The answer is the full listing below, copied exactly, with its pictures omitted.

#####

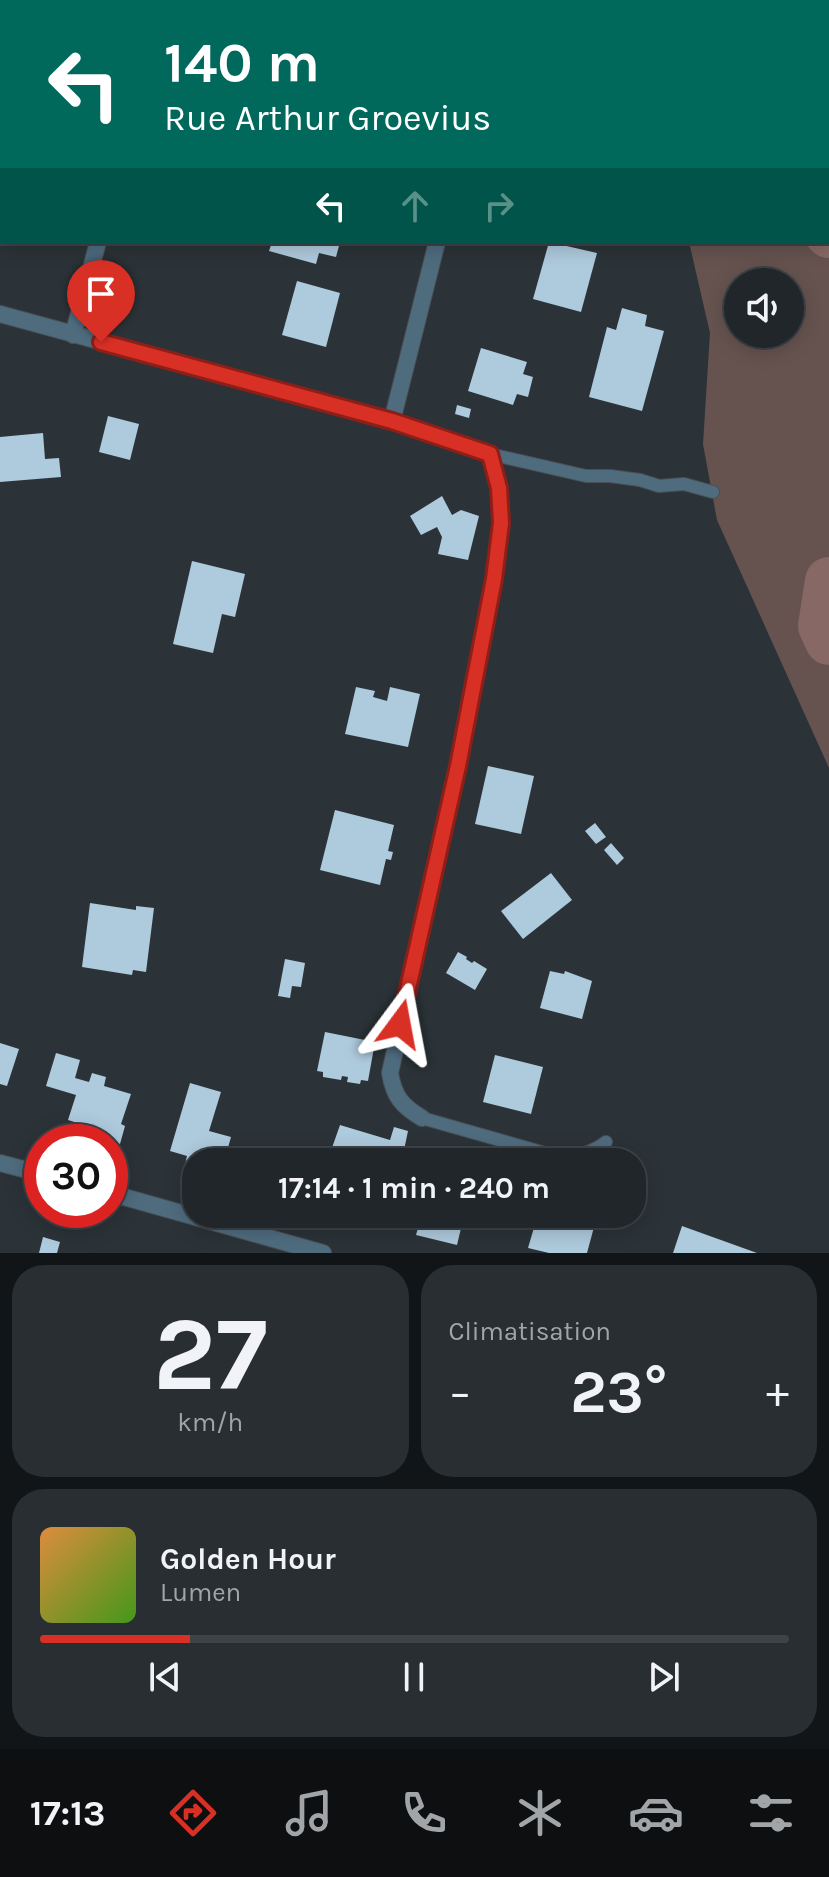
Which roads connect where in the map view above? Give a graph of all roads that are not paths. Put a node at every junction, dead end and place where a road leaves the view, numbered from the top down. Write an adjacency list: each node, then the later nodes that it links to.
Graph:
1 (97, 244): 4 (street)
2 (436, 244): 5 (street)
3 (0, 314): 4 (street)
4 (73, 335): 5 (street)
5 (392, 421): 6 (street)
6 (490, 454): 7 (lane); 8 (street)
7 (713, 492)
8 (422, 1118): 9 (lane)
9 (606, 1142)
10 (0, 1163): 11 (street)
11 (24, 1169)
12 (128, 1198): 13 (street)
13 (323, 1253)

#####

## RESPONSE BOX
Which roads connect where in the map view above? Give a graph of all roads that are not paths. Put a node at every junction, dead end and place where a road leaves the view, numbered from the top down. Write an adjacency list: each node, then the later nodes that it links to.
Graph:
1 (97, 244): 4 (street)
2 (436, 244): 5 (street)
3 (0, 314): 4 (street)
4 (73, 335): 5 (street)
5 (392, 421): 6 (street)
6 (490, 454): 7 (lane); 8 (street)
7 (713, 492)
8 (422, 1118): 9 (lane)
9 (606, 1142)
10 (0, 1163): 11 (street)
11 (24, 1169)
12 (128, 1198): 13 (street)
13 (323, 1253)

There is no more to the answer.